It was established in Legends sources (I think the Essential Guide to Vehicles and Vessels was one, but I seem to have lost my copy) that every hyperdrive has a built-in failsafe that cuts it off when too close to a large gravitational body (such as a planet or star). It is supposed to be dangerous and difficult or impossible to override this failsafe, which is why the Interdictor-class Star Destroyers are possible (see http://starwars.wikia.com/wiki/Hyperdrive/Legends )

However, in A New Hope, Han mentions in reference to hyperspace travel, "Without precise calculations we could fly right through a star", suggesting that either these failsafes don't exist in movie canon, or that he has managed to disable the failsafe on the Falcon (not too hard to believe given how heavily he has modified other aspects of the ship).

Alternatively, we see evidence throughout The Force Awakens that technology has advanced in the three decades since ROTJ, so perhaps the failsafes have gotten more precise.

A more difficult question is how Han manages to deactivate the hyperdrive manually (we see him pull the lever!) while traveling faster than the speed of light with such precise timing that he ends up meters from the surface.

  • As for your last question, maybe we could imagine that gravity has a strongly repulsive effect in hyperspace that slows down approaching ships, so by the time they approached the planet their speed was far lower than the speed of light.
    – Hypnosifl
    Commented Feb 20, 2016 at 14:31

The rules changed over time across Legends and Canon

Originally, as you mention, Legends continuity established that hyperspace travel explicitly couldn't happen within a planet's gravity well. This was ingrained in Legends canon at least as early as 1991, where it forms the basis for a couple of plot points in the Thrawn Trilogy:

Han cut himself back into the radio circuit. "—said that if I had a slave circuit they could get me in a lot faster," Luke was saying. "A hyperspace jump as close to Nkllon as the gravity well will permit, then just a few minutes of cover before I'd be in the planetary umbra and could go the rest of the way in on my own."
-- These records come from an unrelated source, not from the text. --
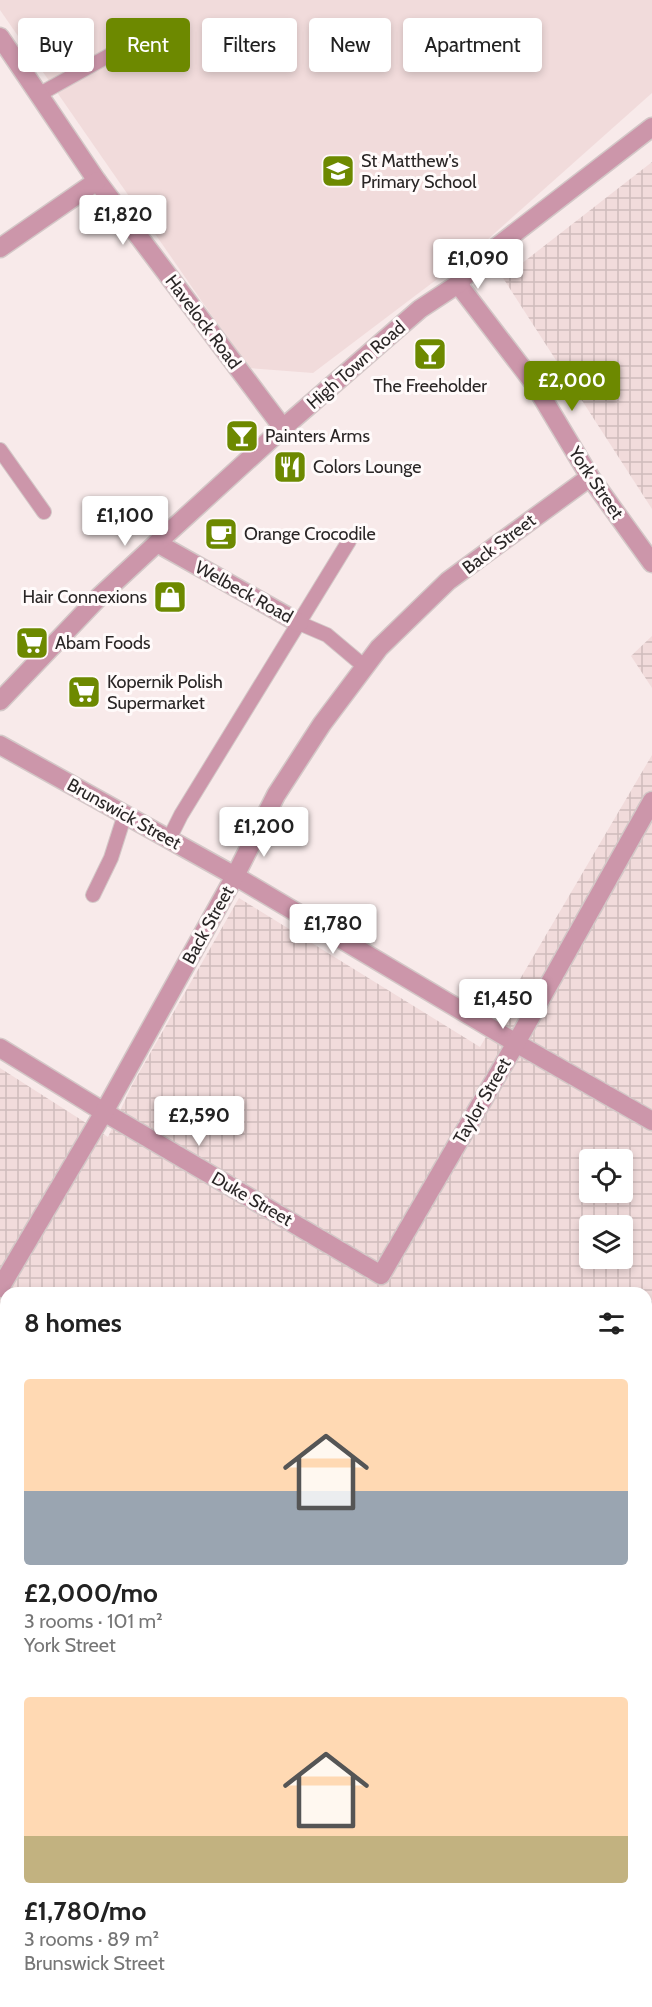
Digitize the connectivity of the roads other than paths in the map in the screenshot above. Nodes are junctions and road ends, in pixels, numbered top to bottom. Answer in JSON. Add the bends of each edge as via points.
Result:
{"nodes":[{"id":1,"x":0,"y":38,"type":"edge"},
{"id":2,"x":106,"y":57,"type":"edge"},
{"id":3,"x":38,"y":95,"type":"junction"},
{"id":4,"x":652,"y":127,"type":"edge"},
{"id":5,"x":97,"y":182,"type":"junction"},
{"id":6,"x":0,"y":248,"type":"edge"},
{"id":7,"x":458,"y":284,"type":"junction"},
{"id":8,"x":284,"y":428,"type":"junction"},
{"id":9,"x":0,"y":450,"type":"edge"},
{"id":10,"x":590,"y":477,"type":"junction"},
{"id":11,"x":44,"y":512,"type":"dead end"},
{"id":12,"x":349,"y":541,"type":"dead end"},
{"id":13,"x":157,"y":543,"type":"junction"},
{"id":14,"x":652,"y":563,"type":"edge"},
{"id":15,"x":299,"y":622,"type":"junction"},
{"id":16,"x":365,"y":667,"type":"junction"},
{"id":17,"x":0,"y":700,"type":"edge"},
{"id":18,"x":0,"y":745,"type":"edge"},
{"id":19,"x":652,"y":801,"type":"edge"},
{"id":20,"x":125,"y":814,"type":"junction"},
{"id":21,"x":169,"y":839,"type":"junction"},
{"id":22,"x":235,"y":876,"type":"junction"},
{"id":23,"x":93,"y":895,"type":"dead end"},
{"id":24,"x":516,"y":1043,"type":"junction"},
{"id":25,"x":0,"y":1048,"type":"edge"},
{"id":26,"x":104,"y":1112,"type":"junction"},
{"id":27,"x":652,"y":1121,"type":"edge"},
{"id":28,"x":381,"y":1275,"type":"joint"},
{"id":29,"x":1,"y":1287,"type":"edge"}],
"edges":[{"from":1,"to":3,"type":"street","name":"Havelock Road"},
{"from":2,"to":3,"type":"lane"},
{"from":3,"to":5,"type":"street","name":"Havelock Road"},
{"from":4,"to":7,"type":"street","name":"High Town Road","via":[[481,259]]},
{"from":5,"to":6,"type":"street"},
{"from":5,"to":8,"type":"street","name":"Havelock Road"},
{"from":7,"to":8,"type":"street","name":"High Town Road","via":[[420,309]]},
{"from":7,"to":10,"type":"street","name":"York Street","via":[[533,382]]},
{"from":8,"to":13,"type":"street","name":"High Town Road"},
{"from":9,"to":11,"type":"lane"},
{"from":10,"to":14,"type":"street","name":"York Street"},
{"from":10,"to":16,"type":"street","name":"Back Street","via":[[448,582],[379,648]]},
{"from":12,"to":15,"type":"lane"},
{"from":13,"to":15,"type":"street","name":"Welbeck Road"},
{"from":13,"to":17,"type":"street","name":"High Town Road"},
{"from":15,"to":16,"type":"lane","via":[[327,636]]},
{"from":15,"to":21,"type":"lane"},
{"from":16,"to":22,"type":"street","name":"Back Street","via":[[276,795]]},
{"from":18,"to":20,"type":"street","name":"Brunswick Street"},
{"from":19,"to":24,"type":"street","name":"Taylor Street"},
{"from":20,"to":21,"type":"street","name":"Brunswick Street"},
{"from":20,"to":23,"type":"lane","via":[[111,858]]},
{"from":21,"to":22,"type":"street","name":"Brunswick Street"},
{"from":22,"to":24,"type":"street","name":"Brunswick Street"},
{"from":22,"to":26,"type":"street","name":"Back Street"},
{"from":24,"to":27,"type":"street","name":"Brunswick Street"},
{"from":24,"to":28,"type":"street","name":"Taylor Street"},
{"from":25,"to":26,"type":"street","name":"Duke Street"},
{"from":26,"to":28,"type":"street","name":"Duke Street"},
{"from":26,"to":29,"type":"street","name":"Back Street"}]}
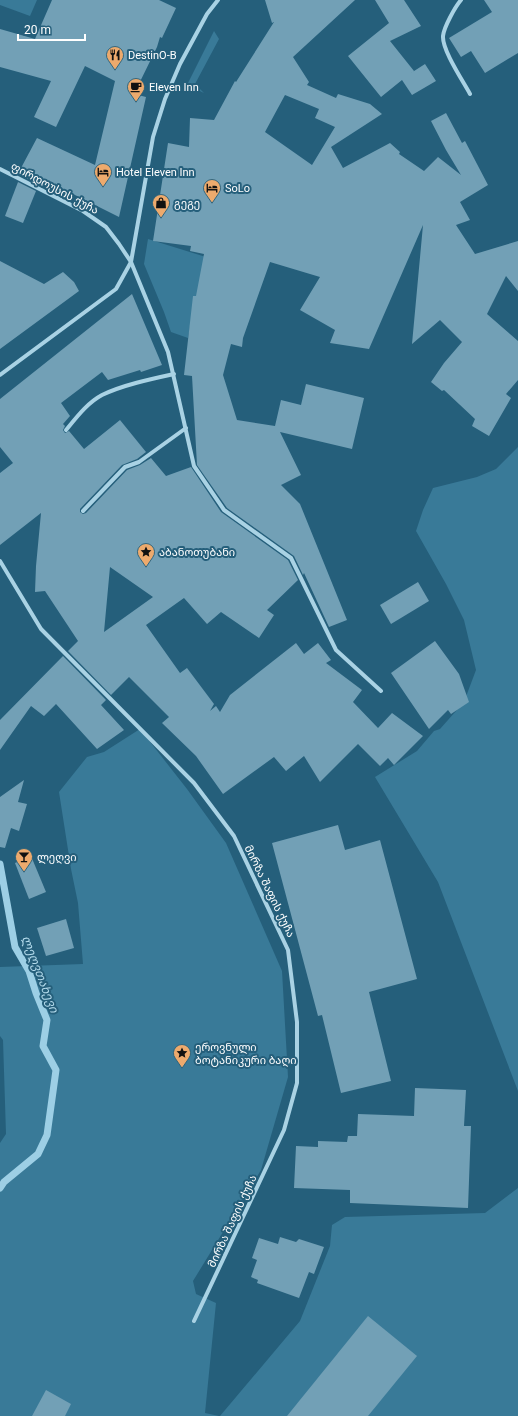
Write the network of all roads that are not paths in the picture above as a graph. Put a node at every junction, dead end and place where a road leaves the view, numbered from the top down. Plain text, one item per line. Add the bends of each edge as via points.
1 (218, 0) edge
2 (461, 0) edge
3 (470, 94) dead end
4 (0, 169) edge
5 (131, 262) junction
6 (174, 374) junction
7 (0, 375) edge
8 (186, 428) junction
9 (66, 430) dead end
10 (83, 510) dead end
11 (0, 561) edge
12 (382, 690) dead end
13 (194, 1321) dead end

1 - 5 street via 207,14 180,64 165,99 154,137
2 - 3 street via 443,36 446,52
4 - 5 street, ფირდოუსის ქუჩა via 83,211 106,227
5 - 6 street, ფირდოუსის ქუჩა via 168,352
5 - 7 street via 116,289
6 - 8 street, ფირდოუსის ქუჩა
6 - 9 street via 138,382 101,396 83,410
8 - 10 street via 139,462 125,467
8 - 12 street, ფირდოუსის ქუჩა via 194,466 224,510 291,558 336,650
11 - 13 street, მირზა შაფის ქუჩა via 41,629 194,783 234,836 288,950 297,1022 296,1083 284,1130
Heir to the Empire: The 20th Anniversary Edition, page 165-166 of Kindle edition

This was still the rule as of 2007, judging from a later Timothy Zahn book:

One glance at the half dozen mismatched ships rising behind them was all he needed. "Pirates," he snapped to the others, throwing power to the engines and angling the ship upward. Facing pirates deep inside a planet's gravity well, with no cover and no chance of quick escape to hyperspace, was about the worst situation a pilot could encounter.

Allegiance, as excerpted in Heir to the Empire: The 20th Anniversary Edition

The ability to pull ships out of hyperspace and prevent them from re-entering it is also the point of the EU's Interdictor cruiser, as mentioned in the question:

During large space engagements, escape into hyperspace is often the last recourse for wounded starships. However, the Empire removed this tactic from the Rebel Alliance protocols by creating the formidable Interdictor cruiser. The Interdictor has four gravity-well projectors that can mimic a mass in space, thereby interrupting hyperspace travel. Nearby vessels are automatically prevented from engaging hyperdrive engines, and any starships passing through the area via hyperspace are suddenly forced into realspace.

The New Essential Guide to Vehicles and Vessels, page 69: Interdictor Cruiser

While this description's use of "automatically" leaves open the possibility that this is just a safety measure on ships' hyperdrives, presumably the Alliance would have been able to tactically override their ships' safety measures to counteract the effectiveness of Interdictors if that was the only restriction.

However, The Clone Wars series a couple of years later would come to ignore many of the "rules" that had been established by the Expanded Universe, including the properties of hyperspace—see also "Are there any Star Wars Canon usage of 'Hyperdrive Radio' prior to Rogue One?" The 2009 episode "Jedi Crash" includes a hyperspace jump within a planet's atmosphere, leading to an implicit retcon that jumping to hyperspace from a planet wasn't impossible, just dangerous—see "How did this ship jump to lightspeed within a gravity well?" Since the show was (mostly) released before Disney's acquisition of Lucasfilm, these events also became part of Legends continuity and overwrote the earlier categorical ban on in-gravity hyperspace.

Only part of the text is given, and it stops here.